--- EXERCISE OBJECTIVE ---
Give the number of lines in the data below where the string "Bawan" occurs, and nothing else.

++++++++

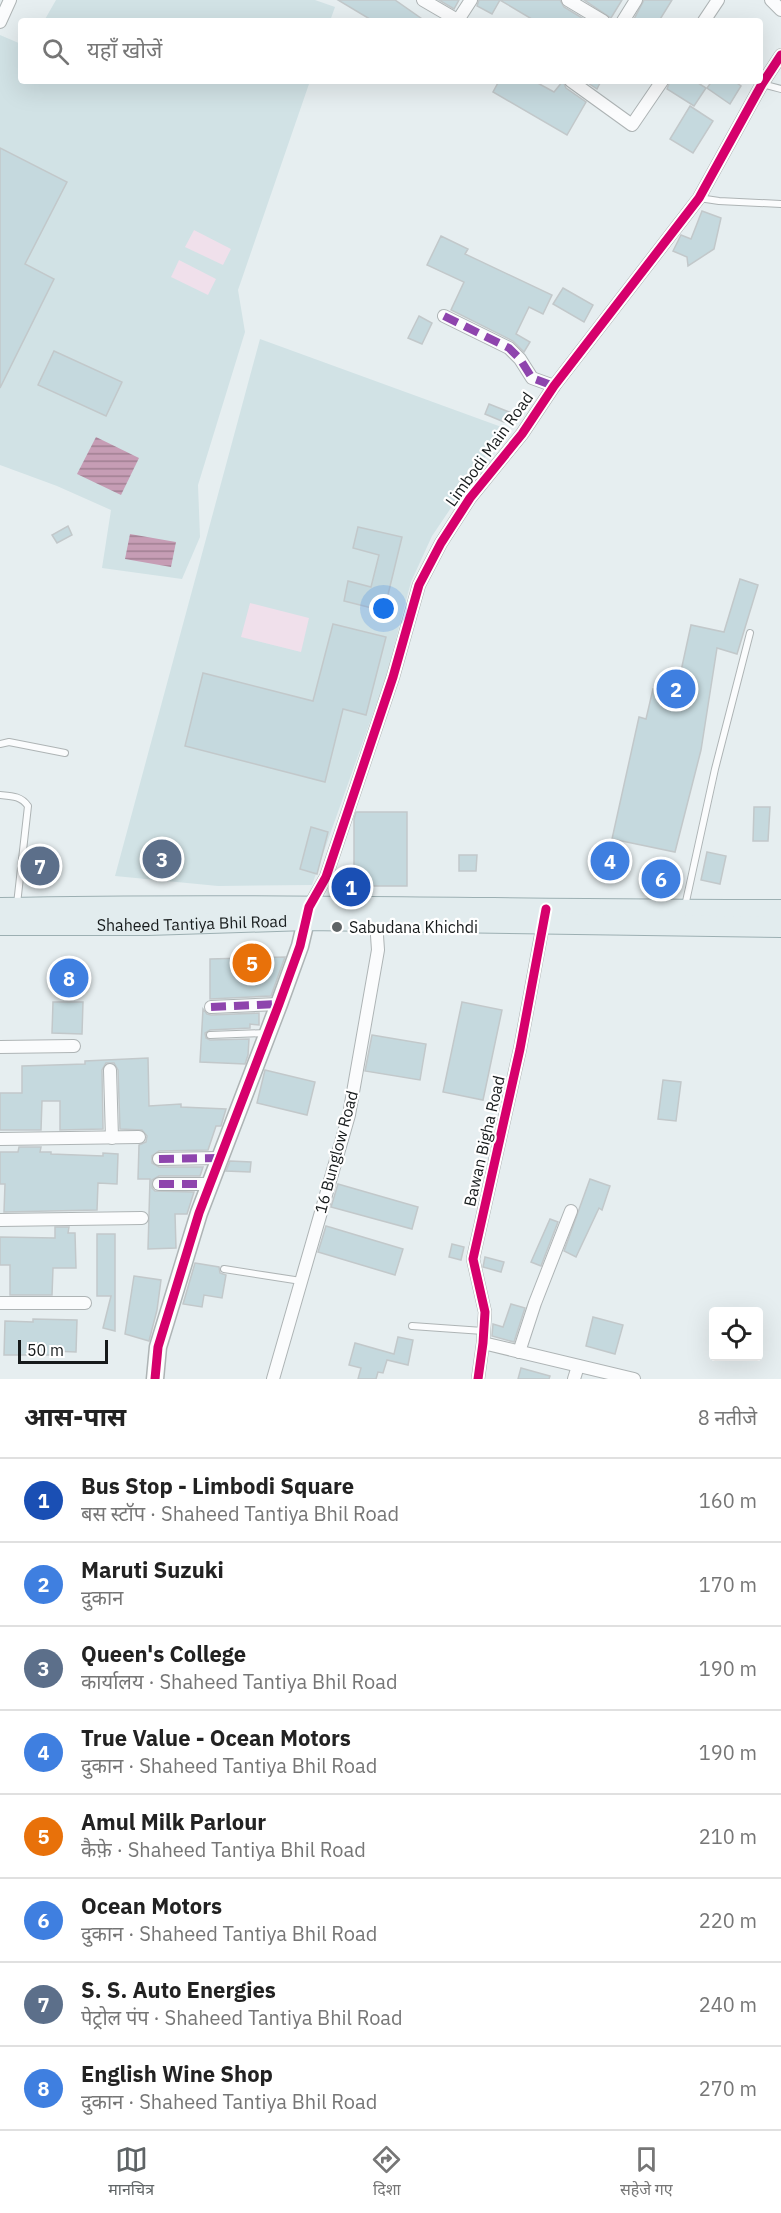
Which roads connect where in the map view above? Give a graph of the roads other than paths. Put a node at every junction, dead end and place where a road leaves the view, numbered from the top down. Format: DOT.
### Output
graph roads {
  1 [pos="10,0"];
  2 [pos="423,0"];
  3 [pos="471,0"];
  4 [pos="568,0"];
  5 [pos="636,0"];
  6 [pos="718,0"];
  7 [pos="771,0"];
  8 [pos="781,10"];
  9 [pos="454,18"];
  10 [pos="461,18"];
  11 [pos="598,18"];
  12 [pos="625,18"];
  13 [pos="706,18"];
  14 [pos="0,22"];
  15 [pos="781,55"];
  16 [pos="763,82"];
  17 [pos="575,84"];
  18 [pos="660,84"];
  19 [pos="762,84"];
  20 [pos="781,89"];
  21 [pos="699,198"];
  22 [pos="781,204"];
  23 [pos="444,316"];
  24 [pos="554,386"];
  25 [pos="750,633"];
  26 [pos="0,744"];
  27 [pos="65,753"];
  28 [pos="0,795"];
  29 [pos="8,908"];
  30 [pos="684,910"];
  31 [pos="781,910"];
  32 [pos="308,913"];
  33 [pos="545,916"];
  34 [pos="376,921"];
  35 [pos="0,924"];
  36 [pos="781,927"];
  37 [pos="279,1004"];
  38 [pos="211,1007"];
  39 [pos="266,1033"];
  40 [pos="210,1035"];
  41 [pos="74,1046"];
  42 [pos="0,1047"];
  43 [pos="110,1070"];
  44 [pos="112,1137"];
  45 [pos="139,1137"];
  46 [pos="0,1139"];
  47 [pos="219,1158"];
  48 [pos="159,1159"];
  49 [pos="159,1184"];
  50 [pos="209,1184"];
  51 [pos="571,1211"];
  52 [pos="142,1218"];
  53 [pos="0,1220"];
  54 [pos="224,1269"];
  55 [pos="301,1281"];
  56 [pos="0,1303"];
  57 [pos="85,1303"];
  58 [pos="412,1326"];
  59 [pos="484,1337"];
  60 [pos="519,1352"];
  61 [pos="578,1366"];
  62 [pos="155,1379"];
  63 [pos="273,1379"];
  64 [pos="478,1379"];
  65 [pos="574,1379"];
  66 [pos="634,1379"];
  1 -- 14 [label="street"];
  2 -- 9 [label="street"];
  3 -- 10 [label="street"];
  4 -- 11 [label="street"];
  5 -- 12 [label="street"];
  6 -- 13 [label="street"];
  7 -- 8 [label="street"];
  15 -- 16 [label="street, Limbodi Main Road"];
  17 -- 18 [label="street"];
  19 -- 20 [label="lane"];
  19 -- 21 [label="street, Limbodi Main Road"];
  21 -- 22 [label="lane"];
  21 -- 24 [label="street, Limbodi Main Road"];
  23 -- 24 [label="street"];
  24 -- 32 [label="street, Limbodi Main Road"];
  25 -- 30 [label="lane"];
  26 -- 27 [label="lane"];
  28 -- 29 [label="lane"];
  29 -- 32 [label="main road, Shaheed Tantiya Bhil Road"];
  30 -- 31 [label="main road, Shaheed Tantiya Bhil Road"];
  30 -- 33 [label="main road, Shaheed Tantiya Bhil Road"];
  32 -- 33 [label="main road, Shaheed Tantiya Bhil Road"];
  32 -- 34 [label="main road, Shaheed Tantiya Bhil Road"];
  32 -- 35 [label="main road, Shaheed Tantiya Bhil Road"];
  32 -- 37 [label="street"];
  33 -- 34 [label="main road, Shaheed Tantiya Bhil Road"];
  33 -- 36 [label="main road, Shaheed Tantiya Bhil Road"];
  33 -- 59 [label="street, Bawan Bigha Road"];
  34 -- 55 [label="street, 16 Bunglow Road"];
  37 -- 38 [label="street"];
  37 -- 39 [label="street"];
  39 -- 40 [label="lane"];
  39 -- 47 [label="street"];
  41 -- 42 [label="street"];
  43 -- 44 [label="street"];
  44 -- 45 [label="street"];
  44 -- 46 [label="street"];
  47 -- 48 [label="street"];
  47 -- 50 [label="street"];
  49 -- 50 [label="street"];
  50 -- 62 [label="street"];
  51 -- 60 [label="street"];
  52 -- 53 [label="street"];
  54 -- 55 [label="lane"];
  55 -- 63 [label="street, 16 Bunglow Road"];
  56 -- 57 [label="street"];
  58 -- 59 [label="lane"];
  59 -- 60 [label="street"];
  59 -- 64 [label="street, Bawan Bigha Road"];
  60 -- 61 [label="street"];
  61 -- 65 [label="street"];
  61 -- 66 [label="street"];
}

++++++++

--- WRITTEN REPLY ---
2